**Work instructions:** Gather all lines in the entries below that include the word "Рулонные".

Stored items:

==============================

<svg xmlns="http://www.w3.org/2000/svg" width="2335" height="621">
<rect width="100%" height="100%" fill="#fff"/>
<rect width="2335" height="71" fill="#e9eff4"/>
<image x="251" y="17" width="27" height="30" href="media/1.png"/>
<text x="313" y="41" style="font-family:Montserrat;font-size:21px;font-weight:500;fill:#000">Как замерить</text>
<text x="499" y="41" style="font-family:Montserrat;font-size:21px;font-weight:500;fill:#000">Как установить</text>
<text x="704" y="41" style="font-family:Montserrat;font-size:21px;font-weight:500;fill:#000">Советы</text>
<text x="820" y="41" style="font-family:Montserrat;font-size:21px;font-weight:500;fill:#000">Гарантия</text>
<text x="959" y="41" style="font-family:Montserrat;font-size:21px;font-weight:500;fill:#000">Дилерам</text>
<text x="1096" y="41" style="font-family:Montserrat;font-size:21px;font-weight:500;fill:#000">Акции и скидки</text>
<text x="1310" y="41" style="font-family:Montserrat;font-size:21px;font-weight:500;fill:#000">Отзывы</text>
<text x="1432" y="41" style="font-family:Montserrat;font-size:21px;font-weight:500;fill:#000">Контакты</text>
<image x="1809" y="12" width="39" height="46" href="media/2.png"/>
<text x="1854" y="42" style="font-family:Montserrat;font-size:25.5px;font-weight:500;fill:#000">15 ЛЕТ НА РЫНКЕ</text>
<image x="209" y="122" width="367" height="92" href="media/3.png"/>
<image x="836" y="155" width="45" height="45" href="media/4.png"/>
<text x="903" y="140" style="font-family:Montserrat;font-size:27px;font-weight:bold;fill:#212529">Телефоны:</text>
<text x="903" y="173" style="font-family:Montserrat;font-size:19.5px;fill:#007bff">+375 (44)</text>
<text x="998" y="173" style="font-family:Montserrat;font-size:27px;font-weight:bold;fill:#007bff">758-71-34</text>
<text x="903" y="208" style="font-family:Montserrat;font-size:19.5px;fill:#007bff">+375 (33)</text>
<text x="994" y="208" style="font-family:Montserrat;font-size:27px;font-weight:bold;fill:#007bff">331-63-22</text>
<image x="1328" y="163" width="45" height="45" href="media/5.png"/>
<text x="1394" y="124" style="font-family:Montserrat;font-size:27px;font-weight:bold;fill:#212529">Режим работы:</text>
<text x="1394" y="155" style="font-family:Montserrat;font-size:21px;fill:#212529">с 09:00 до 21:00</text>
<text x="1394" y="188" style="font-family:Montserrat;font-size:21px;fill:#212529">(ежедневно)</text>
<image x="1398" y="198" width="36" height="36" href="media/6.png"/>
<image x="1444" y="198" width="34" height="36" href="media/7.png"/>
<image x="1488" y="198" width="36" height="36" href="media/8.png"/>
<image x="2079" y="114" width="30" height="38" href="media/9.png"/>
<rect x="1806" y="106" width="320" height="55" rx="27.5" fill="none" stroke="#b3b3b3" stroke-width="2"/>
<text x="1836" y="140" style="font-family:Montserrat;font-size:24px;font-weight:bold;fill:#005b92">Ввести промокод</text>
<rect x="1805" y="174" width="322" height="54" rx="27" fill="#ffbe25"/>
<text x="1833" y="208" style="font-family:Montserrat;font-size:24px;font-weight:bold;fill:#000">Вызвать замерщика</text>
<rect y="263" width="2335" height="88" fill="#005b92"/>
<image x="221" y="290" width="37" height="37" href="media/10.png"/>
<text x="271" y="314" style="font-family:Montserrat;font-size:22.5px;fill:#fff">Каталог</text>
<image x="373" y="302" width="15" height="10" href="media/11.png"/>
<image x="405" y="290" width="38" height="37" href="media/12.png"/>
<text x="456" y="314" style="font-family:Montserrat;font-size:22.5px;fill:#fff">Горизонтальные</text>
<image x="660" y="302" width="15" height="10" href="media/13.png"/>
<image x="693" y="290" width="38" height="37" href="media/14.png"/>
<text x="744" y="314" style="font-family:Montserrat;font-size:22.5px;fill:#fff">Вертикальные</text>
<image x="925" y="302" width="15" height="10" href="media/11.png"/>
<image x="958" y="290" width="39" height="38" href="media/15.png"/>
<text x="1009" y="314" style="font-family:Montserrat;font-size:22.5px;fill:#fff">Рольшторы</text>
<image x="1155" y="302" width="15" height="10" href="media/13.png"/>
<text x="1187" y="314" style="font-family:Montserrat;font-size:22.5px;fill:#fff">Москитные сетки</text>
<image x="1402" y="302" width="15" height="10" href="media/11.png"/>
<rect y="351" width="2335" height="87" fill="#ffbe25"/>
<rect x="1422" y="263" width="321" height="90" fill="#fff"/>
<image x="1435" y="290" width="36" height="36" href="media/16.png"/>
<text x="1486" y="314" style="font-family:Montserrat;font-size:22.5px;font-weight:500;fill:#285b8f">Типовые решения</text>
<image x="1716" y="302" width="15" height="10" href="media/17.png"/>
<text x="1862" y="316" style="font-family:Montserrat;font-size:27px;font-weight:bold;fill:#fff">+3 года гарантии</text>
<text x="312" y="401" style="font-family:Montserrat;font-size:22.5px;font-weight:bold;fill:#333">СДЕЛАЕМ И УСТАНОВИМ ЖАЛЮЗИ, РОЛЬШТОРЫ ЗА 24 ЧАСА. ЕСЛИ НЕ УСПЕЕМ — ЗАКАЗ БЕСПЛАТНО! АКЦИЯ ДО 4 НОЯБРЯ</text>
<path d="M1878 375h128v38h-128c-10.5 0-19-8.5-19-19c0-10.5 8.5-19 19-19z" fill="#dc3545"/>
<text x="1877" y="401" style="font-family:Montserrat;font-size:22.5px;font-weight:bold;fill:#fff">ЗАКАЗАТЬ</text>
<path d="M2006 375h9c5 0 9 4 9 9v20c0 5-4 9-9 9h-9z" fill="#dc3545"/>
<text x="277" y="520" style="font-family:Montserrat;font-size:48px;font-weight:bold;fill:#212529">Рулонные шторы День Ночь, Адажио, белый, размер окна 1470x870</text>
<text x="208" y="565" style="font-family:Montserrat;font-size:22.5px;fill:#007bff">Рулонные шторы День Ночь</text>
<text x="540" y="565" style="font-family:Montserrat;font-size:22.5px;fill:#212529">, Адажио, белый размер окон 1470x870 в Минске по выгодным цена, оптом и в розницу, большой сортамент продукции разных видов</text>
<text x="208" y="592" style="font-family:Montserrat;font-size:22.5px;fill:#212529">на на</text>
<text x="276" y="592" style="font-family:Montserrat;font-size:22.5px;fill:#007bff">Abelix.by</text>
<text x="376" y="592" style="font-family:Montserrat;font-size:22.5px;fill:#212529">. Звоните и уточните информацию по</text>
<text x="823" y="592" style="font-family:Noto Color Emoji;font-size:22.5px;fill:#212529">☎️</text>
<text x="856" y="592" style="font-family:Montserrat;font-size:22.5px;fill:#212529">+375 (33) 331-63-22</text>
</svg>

==============================

**Response to the task:**
<text x="277" y="520" style="font-family:Montserrat;font-size:48px;font-weight:bold;fill:#212529">Рулонные шторы День Ночь, Адажио, белый, размер окна 1470x870</text>
<text x="208" y="565" style="font-family:Montserrat;font-size:22.5px;fill:#007bff">Рулонные шторы День Ночь</text>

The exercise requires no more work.